For each line of the listing that holds "Otescu", show the full line.

Task input below:

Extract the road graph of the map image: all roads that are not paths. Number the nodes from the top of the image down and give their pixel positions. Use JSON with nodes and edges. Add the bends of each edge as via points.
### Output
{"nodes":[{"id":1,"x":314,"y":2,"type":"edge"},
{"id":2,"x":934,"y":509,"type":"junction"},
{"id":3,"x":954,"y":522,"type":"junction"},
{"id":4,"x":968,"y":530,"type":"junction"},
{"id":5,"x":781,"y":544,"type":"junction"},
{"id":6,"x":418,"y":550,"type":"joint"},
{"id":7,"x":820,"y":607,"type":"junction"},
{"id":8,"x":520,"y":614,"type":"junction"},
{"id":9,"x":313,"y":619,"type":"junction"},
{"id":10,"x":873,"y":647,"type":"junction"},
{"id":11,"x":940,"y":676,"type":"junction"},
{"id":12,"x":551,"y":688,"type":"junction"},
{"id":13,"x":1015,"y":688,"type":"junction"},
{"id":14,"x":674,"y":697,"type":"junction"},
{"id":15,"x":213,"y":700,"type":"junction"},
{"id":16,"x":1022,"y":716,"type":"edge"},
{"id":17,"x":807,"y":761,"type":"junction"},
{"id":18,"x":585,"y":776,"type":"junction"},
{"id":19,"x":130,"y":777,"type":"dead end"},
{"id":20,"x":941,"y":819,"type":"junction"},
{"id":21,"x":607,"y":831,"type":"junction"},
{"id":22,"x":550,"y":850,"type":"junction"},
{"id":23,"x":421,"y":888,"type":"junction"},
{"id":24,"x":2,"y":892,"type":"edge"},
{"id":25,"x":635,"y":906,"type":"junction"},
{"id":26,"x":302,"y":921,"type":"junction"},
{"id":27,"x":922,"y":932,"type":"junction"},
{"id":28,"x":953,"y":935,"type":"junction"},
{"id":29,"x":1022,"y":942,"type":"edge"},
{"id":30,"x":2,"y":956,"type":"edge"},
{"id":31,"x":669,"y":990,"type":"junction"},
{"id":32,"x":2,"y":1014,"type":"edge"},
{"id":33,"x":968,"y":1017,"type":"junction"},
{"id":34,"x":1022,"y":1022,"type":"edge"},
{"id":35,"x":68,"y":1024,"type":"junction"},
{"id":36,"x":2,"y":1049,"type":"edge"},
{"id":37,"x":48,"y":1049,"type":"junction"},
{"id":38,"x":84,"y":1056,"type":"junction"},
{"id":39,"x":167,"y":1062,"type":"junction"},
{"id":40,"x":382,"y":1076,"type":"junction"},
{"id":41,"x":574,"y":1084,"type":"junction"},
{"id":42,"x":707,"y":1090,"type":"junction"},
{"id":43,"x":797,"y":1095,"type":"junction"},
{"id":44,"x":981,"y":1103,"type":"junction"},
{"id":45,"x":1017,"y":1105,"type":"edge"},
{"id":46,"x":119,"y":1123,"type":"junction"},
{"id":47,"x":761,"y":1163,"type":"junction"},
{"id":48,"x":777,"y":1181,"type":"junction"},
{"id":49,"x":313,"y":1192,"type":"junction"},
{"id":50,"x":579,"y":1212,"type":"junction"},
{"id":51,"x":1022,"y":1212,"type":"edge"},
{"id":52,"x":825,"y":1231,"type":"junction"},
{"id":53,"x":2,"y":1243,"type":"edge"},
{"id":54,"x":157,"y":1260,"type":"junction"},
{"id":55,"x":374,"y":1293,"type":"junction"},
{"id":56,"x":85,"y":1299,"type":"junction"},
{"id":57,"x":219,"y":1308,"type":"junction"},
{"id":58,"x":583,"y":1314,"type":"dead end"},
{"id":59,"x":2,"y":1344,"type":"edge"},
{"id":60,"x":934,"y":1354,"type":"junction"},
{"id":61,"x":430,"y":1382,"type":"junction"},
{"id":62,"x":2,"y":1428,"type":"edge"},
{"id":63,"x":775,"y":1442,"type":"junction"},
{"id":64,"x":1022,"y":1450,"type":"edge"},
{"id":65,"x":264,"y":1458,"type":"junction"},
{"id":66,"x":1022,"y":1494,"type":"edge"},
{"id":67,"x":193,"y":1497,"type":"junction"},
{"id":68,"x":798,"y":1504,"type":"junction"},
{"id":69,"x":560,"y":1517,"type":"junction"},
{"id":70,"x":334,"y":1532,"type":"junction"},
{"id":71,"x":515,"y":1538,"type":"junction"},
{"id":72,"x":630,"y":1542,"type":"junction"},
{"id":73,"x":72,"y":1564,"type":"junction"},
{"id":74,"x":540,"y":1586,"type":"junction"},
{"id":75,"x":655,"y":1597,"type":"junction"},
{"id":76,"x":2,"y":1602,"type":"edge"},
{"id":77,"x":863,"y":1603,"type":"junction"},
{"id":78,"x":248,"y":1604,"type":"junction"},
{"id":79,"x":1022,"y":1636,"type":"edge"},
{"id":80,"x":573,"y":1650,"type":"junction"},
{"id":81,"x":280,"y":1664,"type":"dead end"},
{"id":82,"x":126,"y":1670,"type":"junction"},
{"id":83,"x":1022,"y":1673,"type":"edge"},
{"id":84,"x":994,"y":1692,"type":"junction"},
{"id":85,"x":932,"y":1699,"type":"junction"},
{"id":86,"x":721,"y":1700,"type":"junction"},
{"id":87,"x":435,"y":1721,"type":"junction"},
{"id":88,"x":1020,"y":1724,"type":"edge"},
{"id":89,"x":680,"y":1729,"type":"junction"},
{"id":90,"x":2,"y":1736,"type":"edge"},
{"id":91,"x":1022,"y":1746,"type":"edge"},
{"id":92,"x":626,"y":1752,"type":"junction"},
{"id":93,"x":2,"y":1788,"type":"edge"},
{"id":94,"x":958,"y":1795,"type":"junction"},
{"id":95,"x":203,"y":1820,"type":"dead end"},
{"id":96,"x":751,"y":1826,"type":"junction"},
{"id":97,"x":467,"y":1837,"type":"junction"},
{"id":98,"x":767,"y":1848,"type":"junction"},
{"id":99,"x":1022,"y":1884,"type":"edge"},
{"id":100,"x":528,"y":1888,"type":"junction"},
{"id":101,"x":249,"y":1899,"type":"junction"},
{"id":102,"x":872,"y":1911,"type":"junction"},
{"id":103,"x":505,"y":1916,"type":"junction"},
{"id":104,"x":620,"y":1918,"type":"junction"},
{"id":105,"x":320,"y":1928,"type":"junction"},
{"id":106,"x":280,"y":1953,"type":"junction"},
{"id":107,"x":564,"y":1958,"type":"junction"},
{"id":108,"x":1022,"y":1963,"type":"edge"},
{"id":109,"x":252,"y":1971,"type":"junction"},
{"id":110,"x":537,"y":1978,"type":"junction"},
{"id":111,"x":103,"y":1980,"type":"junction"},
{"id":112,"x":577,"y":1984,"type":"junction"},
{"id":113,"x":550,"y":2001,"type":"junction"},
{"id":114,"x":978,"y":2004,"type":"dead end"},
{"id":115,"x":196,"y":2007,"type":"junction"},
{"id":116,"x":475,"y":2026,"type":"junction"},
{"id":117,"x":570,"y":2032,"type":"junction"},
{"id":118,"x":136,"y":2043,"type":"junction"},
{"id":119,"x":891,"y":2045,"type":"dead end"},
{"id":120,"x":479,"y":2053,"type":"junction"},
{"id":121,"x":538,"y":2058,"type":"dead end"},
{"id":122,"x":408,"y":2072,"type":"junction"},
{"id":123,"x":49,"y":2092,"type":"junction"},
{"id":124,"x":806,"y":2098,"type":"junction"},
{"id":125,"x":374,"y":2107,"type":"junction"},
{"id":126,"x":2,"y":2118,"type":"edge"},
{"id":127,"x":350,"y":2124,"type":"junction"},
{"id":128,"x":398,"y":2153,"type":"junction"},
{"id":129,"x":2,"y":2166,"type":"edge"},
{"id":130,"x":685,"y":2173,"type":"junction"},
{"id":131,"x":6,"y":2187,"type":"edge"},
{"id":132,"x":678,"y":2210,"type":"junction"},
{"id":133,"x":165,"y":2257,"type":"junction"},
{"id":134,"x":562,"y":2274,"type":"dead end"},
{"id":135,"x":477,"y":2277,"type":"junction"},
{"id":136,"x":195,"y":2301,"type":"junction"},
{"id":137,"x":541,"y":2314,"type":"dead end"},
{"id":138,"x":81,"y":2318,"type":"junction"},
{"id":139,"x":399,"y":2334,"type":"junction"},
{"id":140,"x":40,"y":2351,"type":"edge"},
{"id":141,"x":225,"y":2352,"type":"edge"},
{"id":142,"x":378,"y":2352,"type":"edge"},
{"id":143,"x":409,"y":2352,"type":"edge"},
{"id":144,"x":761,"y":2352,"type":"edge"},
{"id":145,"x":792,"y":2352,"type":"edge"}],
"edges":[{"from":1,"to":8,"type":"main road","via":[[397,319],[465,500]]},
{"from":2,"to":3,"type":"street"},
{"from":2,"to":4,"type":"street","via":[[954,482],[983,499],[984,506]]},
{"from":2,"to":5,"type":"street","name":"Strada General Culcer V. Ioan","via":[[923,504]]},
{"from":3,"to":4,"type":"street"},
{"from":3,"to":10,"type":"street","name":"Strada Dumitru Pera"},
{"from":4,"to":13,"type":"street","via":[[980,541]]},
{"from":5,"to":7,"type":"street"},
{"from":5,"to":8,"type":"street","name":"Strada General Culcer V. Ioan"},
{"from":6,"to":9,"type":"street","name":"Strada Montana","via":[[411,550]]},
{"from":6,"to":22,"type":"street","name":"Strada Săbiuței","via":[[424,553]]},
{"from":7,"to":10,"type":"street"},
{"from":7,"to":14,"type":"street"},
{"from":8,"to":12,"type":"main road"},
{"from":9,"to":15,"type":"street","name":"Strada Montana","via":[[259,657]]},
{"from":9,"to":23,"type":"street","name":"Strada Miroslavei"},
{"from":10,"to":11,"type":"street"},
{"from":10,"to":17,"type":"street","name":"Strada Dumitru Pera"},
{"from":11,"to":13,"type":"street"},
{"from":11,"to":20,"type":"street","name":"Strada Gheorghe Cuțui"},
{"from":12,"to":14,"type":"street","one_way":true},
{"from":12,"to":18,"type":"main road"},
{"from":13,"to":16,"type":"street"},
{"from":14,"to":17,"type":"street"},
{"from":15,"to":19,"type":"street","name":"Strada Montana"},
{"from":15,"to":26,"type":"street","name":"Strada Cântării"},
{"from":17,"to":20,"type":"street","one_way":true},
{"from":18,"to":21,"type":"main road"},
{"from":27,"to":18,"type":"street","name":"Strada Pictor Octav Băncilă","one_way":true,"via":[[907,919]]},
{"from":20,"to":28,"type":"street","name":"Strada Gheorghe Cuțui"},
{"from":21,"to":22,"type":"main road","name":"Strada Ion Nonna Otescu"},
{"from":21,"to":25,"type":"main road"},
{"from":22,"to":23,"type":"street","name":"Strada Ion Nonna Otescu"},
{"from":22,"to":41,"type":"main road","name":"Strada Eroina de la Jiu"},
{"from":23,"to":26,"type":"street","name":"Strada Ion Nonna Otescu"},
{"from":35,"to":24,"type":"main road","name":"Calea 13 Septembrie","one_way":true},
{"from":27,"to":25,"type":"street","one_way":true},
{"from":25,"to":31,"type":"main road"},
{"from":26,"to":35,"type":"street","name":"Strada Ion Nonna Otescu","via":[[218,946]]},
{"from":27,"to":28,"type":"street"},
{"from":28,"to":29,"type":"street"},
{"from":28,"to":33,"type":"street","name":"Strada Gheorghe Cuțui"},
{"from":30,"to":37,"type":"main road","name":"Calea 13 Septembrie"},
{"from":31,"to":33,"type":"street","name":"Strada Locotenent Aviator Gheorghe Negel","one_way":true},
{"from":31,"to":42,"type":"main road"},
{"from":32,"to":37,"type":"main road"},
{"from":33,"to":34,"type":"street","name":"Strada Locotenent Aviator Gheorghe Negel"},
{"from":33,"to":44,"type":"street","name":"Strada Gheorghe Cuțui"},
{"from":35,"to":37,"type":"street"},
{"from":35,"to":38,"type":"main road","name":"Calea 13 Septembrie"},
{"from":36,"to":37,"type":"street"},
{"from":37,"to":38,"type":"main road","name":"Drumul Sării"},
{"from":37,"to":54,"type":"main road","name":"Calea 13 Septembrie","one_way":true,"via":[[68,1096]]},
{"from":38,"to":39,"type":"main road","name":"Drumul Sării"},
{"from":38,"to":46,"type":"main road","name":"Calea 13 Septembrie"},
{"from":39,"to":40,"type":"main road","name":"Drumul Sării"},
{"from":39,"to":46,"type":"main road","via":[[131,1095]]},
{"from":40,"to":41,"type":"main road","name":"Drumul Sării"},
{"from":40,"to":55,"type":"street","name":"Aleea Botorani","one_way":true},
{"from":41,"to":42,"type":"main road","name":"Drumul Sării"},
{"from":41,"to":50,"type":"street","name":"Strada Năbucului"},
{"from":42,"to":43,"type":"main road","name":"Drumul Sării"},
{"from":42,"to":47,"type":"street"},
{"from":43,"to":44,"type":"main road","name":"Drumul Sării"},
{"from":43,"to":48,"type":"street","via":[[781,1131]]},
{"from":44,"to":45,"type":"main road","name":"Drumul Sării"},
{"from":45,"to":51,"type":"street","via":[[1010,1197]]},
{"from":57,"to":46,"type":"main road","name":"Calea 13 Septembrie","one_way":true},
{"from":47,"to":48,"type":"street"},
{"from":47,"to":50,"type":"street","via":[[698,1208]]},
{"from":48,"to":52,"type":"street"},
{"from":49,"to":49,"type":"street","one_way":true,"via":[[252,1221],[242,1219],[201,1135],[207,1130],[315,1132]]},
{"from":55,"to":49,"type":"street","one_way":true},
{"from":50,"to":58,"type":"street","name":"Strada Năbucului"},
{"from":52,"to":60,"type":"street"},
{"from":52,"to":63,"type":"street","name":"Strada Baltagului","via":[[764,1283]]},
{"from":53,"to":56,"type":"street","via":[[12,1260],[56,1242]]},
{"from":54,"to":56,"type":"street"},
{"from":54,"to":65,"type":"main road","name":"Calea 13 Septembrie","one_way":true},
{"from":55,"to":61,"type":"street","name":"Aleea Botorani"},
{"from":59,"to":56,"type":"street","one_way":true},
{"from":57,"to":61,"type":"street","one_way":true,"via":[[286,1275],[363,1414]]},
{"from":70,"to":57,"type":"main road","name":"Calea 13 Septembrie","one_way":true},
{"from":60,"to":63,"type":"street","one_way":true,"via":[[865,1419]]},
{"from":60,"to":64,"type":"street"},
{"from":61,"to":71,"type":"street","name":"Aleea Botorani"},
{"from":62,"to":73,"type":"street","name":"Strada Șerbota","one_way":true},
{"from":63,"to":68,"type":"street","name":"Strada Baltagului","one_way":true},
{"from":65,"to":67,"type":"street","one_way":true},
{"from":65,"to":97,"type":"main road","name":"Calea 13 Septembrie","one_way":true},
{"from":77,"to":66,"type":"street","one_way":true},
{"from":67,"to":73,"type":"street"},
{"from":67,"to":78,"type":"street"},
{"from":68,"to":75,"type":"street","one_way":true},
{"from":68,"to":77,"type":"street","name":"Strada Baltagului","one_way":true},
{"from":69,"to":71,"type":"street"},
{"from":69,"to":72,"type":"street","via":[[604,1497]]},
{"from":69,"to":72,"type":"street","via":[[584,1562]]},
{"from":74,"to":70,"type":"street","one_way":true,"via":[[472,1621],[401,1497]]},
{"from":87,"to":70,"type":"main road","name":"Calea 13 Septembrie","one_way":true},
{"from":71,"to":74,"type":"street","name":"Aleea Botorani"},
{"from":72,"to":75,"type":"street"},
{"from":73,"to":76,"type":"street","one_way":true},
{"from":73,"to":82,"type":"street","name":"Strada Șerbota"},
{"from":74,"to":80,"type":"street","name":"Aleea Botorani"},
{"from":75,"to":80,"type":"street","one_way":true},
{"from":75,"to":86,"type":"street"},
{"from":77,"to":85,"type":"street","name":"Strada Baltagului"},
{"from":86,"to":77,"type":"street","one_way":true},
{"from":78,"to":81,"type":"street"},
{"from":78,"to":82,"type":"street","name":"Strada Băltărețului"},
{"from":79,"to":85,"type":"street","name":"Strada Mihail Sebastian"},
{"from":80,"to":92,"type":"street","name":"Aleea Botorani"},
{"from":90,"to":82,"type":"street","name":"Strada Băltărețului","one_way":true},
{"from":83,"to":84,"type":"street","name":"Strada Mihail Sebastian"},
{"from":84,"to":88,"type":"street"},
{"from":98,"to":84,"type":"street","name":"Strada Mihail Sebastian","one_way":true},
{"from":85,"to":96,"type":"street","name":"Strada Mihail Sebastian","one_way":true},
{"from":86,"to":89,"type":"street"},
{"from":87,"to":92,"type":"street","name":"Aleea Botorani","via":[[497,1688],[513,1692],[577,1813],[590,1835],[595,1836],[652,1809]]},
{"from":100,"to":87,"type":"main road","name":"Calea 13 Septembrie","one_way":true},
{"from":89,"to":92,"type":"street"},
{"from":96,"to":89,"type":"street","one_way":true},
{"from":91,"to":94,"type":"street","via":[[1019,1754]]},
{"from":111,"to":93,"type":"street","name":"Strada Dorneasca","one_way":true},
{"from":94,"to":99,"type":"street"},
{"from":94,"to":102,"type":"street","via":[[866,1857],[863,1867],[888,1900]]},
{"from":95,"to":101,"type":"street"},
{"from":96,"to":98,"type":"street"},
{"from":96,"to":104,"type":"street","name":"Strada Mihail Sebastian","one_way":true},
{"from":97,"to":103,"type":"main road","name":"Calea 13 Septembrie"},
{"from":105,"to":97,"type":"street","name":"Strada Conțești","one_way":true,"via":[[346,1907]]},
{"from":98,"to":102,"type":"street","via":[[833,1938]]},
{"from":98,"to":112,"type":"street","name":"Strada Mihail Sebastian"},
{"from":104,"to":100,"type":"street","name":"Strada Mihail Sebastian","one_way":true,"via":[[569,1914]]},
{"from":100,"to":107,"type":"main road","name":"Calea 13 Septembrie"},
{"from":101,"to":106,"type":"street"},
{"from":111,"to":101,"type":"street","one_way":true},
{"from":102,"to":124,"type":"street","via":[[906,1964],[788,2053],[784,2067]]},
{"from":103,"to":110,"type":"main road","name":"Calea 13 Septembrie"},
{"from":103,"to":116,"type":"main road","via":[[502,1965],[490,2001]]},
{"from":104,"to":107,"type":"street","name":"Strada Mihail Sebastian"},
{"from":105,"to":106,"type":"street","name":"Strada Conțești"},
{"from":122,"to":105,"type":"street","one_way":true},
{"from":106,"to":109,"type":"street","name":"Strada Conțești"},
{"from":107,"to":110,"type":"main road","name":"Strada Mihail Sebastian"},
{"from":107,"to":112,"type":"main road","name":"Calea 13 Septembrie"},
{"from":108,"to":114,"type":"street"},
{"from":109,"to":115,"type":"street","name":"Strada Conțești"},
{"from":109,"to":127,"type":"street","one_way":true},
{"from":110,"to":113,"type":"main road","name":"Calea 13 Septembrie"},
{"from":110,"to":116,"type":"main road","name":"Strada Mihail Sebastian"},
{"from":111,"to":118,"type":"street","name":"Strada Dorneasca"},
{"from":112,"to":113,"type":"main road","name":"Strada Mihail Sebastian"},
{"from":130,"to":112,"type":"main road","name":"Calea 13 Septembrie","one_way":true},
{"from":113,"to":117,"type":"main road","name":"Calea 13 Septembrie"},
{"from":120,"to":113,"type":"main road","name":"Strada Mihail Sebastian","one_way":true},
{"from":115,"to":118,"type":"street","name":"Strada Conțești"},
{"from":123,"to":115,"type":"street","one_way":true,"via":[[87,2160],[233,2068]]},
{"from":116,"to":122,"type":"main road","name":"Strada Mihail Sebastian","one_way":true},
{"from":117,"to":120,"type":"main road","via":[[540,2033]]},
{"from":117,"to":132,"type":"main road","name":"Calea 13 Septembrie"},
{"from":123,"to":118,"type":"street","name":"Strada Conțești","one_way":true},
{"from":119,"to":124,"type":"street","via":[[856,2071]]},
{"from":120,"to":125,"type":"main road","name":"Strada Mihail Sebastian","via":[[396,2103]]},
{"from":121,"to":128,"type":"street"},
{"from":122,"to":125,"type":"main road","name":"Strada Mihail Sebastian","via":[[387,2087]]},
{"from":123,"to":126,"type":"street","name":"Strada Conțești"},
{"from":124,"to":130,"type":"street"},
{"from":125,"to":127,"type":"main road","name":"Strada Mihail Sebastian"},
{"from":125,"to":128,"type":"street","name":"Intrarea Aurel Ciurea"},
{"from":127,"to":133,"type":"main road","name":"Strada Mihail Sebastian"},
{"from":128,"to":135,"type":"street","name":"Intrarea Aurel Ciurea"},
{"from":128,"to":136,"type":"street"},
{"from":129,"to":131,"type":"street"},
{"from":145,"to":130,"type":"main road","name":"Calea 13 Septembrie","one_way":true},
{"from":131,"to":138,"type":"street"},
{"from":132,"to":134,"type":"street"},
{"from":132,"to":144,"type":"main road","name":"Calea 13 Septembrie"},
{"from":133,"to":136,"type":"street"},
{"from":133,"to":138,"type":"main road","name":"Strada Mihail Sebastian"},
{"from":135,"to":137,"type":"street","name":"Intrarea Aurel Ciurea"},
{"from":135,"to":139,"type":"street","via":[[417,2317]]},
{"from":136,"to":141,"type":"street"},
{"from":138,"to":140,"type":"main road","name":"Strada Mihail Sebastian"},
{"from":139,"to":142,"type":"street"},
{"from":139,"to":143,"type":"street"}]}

End of Task input.

Result of this exercise =>
{"from":21,"to":22,"type":"main road","name":"Strada Ion Nonna Otescu"},
{"from":22,"to":23,"type":"street","name":"Strada Ion Nonna Otescu"},
{"from":23,"to":26,"type":"street","name":"Strada Ion Nonna Otescu"},
{"from":26,"to":35,"type":"street","name":"Strada Ion Nonna Otescu","via":[[218,946]]},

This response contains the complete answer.